■ WORK INSTRUCTION ■
Give back every line of the material below that has the string "Compass".

■ SUPPLIED DATA ■
⟨

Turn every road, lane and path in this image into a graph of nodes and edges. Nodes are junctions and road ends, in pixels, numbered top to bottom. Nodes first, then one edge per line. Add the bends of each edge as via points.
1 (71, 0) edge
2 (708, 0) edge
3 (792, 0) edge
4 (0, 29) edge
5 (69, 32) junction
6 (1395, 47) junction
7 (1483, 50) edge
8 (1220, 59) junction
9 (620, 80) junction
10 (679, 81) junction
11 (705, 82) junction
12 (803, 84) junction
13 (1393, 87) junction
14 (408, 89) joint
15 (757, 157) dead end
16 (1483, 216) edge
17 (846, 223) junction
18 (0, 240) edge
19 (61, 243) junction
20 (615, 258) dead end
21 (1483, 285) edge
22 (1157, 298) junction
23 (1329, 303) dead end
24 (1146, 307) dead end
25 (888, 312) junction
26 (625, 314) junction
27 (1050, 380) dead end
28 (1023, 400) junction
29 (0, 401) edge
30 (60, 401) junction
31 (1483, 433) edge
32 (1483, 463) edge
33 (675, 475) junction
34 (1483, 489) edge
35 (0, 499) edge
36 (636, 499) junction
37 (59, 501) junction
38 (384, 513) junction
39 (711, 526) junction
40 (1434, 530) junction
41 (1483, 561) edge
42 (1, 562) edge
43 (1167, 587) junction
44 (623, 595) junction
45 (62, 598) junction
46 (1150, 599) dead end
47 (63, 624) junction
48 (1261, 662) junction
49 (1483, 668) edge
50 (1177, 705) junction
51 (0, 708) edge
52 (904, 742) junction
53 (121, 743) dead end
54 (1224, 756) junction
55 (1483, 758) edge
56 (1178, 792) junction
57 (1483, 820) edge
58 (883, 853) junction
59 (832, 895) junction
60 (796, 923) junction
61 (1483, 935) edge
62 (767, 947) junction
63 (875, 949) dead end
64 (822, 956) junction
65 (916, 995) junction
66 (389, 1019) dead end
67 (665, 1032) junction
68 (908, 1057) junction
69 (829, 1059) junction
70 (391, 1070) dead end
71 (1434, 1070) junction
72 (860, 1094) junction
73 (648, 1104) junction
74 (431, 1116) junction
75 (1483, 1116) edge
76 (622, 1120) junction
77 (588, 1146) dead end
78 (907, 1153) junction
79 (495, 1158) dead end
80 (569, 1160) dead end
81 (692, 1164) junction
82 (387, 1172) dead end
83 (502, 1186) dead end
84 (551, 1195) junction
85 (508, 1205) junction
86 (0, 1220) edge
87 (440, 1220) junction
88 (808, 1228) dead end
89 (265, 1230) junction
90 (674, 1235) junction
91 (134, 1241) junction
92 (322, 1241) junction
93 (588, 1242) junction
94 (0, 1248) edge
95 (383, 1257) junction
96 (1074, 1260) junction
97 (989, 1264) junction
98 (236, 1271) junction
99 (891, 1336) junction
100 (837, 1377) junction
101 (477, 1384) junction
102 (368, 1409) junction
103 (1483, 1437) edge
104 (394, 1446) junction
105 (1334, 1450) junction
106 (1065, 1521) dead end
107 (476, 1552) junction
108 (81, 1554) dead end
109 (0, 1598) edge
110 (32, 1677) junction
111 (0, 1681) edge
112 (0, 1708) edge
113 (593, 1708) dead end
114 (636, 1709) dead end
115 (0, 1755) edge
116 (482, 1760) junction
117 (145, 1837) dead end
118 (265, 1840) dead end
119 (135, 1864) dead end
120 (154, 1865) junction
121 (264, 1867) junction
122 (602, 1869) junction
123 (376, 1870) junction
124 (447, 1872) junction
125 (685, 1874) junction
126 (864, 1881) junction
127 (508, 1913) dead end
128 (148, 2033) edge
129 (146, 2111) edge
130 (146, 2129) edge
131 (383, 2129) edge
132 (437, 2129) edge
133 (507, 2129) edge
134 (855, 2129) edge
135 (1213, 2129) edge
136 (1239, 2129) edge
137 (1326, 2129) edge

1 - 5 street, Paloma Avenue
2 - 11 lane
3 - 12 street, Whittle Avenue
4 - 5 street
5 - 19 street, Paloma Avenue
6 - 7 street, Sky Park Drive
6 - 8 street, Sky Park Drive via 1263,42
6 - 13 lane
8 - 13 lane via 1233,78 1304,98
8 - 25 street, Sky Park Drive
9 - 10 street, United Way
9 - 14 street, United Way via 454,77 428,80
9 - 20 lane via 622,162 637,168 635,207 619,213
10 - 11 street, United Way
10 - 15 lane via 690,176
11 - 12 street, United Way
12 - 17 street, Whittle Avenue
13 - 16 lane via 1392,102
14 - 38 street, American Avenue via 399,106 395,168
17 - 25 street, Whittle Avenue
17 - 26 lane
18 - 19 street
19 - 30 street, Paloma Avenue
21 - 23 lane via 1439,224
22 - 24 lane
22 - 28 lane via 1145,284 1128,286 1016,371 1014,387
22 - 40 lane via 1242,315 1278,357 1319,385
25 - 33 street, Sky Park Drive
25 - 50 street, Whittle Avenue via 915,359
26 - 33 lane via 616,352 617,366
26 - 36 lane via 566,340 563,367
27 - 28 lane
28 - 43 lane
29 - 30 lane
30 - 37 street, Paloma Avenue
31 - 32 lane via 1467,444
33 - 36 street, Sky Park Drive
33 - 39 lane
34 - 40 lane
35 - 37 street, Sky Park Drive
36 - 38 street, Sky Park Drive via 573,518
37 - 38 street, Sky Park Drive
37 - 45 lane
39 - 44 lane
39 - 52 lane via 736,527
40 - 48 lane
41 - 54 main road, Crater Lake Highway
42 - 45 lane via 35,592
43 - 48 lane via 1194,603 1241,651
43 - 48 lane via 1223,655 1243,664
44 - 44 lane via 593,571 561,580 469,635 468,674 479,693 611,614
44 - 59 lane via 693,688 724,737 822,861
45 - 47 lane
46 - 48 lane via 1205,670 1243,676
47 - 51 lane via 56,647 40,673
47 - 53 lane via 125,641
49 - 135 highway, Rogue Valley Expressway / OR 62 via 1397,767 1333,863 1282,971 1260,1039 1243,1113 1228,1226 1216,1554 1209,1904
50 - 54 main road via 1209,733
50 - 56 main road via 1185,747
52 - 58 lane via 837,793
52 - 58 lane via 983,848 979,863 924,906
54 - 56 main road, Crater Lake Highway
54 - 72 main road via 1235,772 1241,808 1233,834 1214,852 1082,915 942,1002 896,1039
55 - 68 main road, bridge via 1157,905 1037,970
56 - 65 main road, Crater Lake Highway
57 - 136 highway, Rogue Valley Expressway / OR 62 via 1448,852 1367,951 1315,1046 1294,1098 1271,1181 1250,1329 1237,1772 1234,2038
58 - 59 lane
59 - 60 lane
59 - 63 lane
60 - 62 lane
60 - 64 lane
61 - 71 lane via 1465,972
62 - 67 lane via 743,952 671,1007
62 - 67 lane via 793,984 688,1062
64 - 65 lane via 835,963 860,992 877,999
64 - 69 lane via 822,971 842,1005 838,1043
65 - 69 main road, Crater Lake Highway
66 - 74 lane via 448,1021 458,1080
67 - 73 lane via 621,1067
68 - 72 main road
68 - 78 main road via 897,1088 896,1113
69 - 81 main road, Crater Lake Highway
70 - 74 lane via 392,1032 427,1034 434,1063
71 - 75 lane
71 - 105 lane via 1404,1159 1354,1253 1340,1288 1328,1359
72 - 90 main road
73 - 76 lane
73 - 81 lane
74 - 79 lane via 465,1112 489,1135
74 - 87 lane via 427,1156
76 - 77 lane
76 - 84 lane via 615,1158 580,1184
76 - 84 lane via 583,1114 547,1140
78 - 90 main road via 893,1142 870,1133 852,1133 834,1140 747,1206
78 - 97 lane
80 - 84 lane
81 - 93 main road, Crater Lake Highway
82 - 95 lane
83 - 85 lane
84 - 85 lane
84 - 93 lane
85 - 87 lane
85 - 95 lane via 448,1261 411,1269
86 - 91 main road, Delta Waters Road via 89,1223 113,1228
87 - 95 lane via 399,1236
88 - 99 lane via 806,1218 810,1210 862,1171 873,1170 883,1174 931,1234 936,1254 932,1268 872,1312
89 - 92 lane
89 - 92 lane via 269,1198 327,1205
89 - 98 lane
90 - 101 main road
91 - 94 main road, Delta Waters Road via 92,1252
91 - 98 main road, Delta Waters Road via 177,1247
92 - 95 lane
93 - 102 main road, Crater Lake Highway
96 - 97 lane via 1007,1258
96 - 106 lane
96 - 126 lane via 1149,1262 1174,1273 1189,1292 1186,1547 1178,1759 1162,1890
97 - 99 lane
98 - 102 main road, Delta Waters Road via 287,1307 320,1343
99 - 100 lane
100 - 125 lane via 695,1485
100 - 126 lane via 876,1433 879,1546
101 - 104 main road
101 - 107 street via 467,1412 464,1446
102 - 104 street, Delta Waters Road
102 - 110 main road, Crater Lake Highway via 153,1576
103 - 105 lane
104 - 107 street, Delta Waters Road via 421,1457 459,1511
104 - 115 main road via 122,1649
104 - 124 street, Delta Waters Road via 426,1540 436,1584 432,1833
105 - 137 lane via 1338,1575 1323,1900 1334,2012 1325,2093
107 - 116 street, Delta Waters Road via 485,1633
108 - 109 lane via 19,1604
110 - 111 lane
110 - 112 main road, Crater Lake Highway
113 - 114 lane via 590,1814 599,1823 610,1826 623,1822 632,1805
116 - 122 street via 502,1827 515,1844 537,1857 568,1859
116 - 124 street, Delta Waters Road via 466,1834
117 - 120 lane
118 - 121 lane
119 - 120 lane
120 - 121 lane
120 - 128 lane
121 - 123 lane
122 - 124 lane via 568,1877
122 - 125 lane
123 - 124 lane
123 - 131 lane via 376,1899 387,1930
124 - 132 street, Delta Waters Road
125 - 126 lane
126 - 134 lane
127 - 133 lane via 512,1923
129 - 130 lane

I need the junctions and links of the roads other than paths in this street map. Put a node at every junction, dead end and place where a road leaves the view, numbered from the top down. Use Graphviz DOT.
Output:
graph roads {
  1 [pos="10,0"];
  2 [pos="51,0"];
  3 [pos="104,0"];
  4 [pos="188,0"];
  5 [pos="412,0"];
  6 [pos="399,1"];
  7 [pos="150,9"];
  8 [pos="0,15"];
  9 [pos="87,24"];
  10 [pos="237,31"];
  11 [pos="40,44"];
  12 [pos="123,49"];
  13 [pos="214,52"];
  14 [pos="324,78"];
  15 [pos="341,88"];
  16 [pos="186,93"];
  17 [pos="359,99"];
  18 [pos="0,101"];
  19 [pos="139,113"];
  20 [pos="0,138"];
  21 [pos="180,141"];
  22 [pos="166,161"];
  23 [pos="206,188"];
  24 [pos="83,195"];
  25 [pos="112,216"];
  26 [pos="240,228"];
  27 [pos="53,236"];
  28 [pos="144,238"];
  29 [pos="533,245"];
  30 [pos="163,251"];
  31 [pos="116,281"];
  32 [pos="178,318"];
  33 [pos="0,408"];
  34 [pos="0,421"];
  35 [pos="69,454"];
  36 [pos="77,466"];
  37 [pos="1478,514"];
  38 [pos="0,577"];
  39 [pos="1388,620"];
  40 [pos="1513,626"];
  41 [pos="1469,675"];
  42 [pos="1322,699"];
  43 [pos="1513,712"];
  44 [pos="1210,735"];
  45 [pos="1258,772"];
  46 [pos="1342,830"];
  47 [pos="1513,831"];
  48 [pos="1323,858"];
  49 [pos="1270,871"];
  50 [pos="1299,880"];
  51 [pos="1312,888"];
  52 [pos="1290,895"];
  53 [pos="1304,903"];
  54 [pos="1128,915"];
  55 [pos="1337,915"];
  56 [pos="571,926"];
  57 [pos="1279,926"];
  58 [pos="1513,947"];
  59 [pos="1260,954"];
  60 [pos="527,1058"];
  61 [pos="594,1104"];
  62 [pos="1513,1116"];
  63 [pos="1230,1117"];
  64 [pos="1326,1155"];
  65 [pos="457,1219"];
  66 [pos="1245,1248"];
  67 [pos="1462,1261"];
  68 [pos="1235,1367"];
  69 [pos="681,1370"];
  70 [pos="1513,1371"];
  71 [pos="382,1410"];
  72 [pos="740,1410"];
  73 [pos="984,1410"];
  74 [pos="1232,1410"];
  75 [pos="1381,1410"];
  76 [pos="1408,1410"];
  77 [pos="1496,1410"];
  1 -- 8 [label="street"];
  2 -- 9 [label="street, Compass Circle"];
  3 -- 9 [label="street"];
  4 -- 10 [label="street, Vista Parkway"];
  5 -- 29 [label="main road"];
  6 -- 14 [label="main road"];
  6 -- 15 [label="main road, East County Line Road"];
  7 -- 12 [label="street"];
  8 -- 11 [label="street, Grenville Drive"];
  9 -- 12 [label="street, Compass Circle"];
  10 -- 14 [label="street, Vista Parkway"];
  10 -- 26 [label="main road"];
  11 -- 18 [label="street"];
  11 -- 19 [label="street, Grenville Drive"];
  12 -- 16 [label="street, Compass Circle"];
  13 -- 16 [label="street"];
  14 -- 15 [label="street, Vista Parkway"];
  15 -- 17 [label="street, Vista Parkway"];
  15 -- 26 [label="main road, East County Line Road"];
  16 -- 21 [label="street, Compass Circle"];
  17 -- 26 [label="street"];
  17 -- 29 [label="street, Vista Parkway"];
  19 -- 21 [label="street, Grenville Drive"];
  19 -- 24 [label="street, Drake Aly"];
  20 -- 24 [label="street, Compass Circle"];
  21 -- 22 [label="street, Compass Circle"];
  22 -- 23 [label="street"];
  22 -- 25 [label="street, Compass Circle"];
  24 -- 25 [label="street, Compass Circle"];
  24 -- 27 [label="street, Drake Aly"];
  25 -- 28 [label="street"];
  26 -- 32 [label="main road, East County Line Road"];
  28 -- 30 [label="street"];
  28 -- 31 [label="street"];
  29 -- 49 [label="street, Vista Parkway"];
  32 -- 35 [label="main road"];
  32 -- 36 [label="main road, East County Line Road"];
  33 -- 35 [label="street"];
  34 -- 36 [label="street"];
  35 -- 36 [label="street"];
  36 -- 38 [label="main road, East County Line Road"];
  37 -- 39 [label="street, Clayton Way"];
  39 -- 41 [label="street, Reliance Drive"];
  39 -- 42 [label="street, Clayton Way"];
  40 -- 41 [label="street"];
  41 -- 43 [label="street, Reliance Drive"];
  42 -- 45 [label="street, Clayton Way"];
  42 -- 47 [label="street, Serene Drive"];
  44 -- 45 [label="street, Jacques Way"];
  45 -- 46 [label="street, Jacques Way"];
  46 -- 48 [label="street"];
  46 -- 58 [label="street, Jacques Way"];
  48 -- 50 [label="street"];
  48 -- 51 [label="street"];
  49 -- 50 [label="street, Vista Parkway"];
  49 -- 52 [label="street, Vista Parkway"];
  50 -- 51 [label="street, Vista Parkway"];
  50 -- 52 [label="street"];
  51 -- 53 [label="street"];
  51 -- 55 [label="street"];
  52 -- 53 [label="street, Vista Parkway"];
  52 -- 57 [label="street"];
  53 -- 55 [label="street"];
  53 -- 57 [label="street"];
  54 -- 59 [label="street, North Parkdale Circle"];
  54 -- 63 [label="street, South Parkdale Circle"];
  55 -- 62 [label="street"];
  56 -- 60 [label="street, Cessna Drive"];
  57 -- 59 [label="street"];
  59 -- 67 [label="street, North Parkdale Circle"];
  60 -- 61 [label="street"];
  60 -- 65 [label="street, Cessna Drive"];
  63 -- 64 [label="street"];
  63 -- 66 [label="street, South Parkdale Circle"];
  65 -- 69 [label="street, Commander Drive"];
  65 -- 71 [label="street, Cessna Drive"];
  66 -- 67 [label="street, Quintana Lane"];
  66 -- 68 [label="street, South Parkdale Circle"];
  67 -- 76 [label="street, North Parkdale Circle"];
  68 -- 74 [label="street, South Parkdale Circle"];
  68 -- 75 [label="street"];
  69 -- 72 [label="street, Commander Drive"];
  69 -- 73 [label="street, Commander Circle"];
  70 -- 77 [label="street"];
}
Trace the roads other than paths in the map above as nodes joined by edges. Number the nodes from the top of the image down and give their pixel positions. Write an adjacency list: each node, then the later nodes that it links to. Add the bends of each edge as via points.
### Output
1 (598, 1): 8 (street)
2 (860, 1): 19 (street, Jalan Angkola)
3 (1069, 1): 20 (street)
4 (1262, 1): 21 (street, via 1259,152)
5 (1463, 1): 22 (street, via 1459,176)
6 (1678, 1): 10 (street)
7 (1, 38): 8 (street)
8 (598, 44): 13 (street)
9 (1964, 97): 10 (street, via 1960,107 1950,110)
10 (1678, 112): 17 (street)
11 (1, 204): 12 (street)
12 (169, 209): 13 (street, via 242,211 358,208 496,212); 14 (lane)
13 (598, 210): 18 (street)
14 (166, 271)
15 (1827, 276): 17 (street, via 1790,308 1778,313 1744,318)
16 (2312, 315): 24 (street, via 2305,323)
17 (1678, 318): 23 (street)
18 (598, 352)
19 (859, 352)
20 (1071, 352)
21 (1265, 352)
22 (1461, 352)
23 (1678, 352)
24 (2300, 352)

⟩

■ FINISHED EXERCISE ■
  2 -- 9 [label="street, Compass Circle"];
  9 -- 12 [label="street, Compass Circle"];
  12 -- 16 [label="street, Compass Circle"];
  16 -- 21 [label="street, Compass Circle"];
  20 -- 24 [label="street, Compass Circle"];
  21 -- 22 [label="street, Compass Circle"];
  22 -- 25 [label="street, Compass Circle"];
  24 -- 25 [label="street, Compass Circle"];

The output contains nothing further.